Description of the task:
In the entries below, count the lines that include the word "road" and reply with the number alone.

Study material:
◆ ◆ ◆ ◆ ◆ ◆ ◆

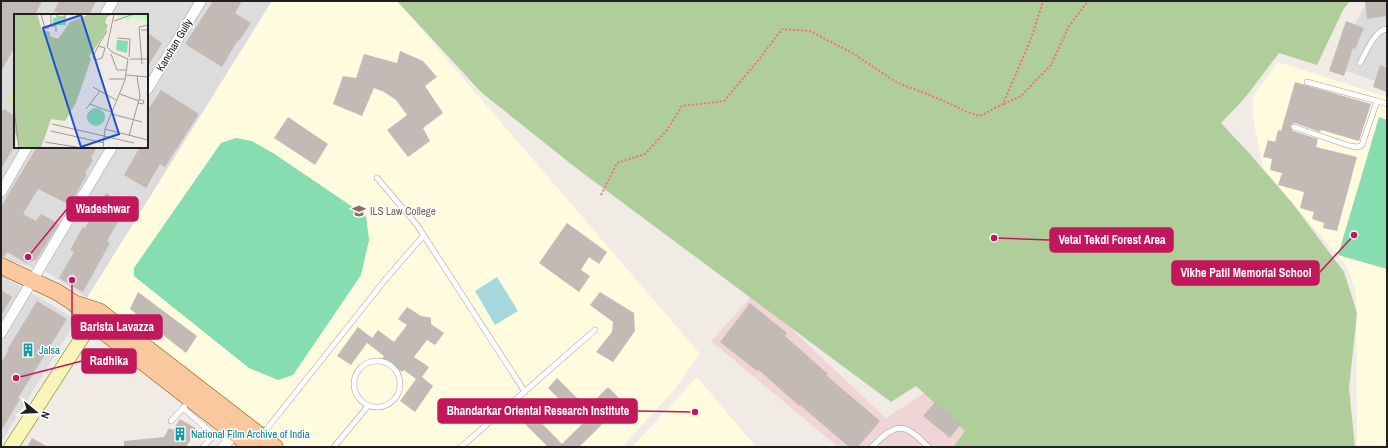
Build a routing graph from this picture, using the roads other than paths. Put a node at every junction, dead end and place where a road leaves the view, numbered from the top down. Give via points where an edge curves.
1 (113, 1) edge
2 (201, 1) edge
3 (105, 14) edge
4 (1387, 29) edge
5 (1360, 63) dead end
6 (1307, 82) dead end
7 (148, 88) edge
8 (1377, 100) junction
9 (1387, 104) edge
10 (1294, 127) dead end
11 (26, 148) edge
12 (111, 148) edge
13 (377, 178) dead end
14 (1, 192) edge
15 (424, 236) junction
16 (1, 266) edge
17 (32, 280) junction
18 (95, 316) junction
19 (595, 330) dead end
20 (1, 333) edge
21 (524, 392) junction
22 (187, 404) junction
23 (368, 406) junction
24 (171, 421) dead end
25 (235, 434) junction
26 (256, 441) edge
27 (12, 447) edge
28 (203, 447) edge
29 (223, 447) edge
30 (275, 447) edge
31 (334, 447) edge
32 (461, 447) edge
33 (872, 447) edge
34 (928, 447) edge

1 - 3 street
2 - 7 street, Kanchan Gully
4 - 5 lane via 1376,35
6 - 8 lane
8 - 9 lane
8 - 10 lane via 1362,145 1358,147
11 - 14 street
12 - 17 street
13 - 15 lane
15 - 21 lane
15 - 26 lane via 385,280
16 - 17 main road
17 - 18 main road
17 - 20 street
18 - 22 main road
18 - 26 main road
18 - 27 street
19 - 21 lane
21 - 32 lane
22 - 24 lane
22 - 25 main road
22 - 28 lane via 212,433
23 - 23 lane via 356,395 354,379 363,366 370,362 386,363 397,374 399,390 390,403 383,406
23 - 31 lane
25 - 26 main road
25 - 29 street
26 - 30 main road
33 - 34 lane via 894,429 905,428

◆ ◆ ◆ ◆ ◆ ◆ ◆

Problem solution:
8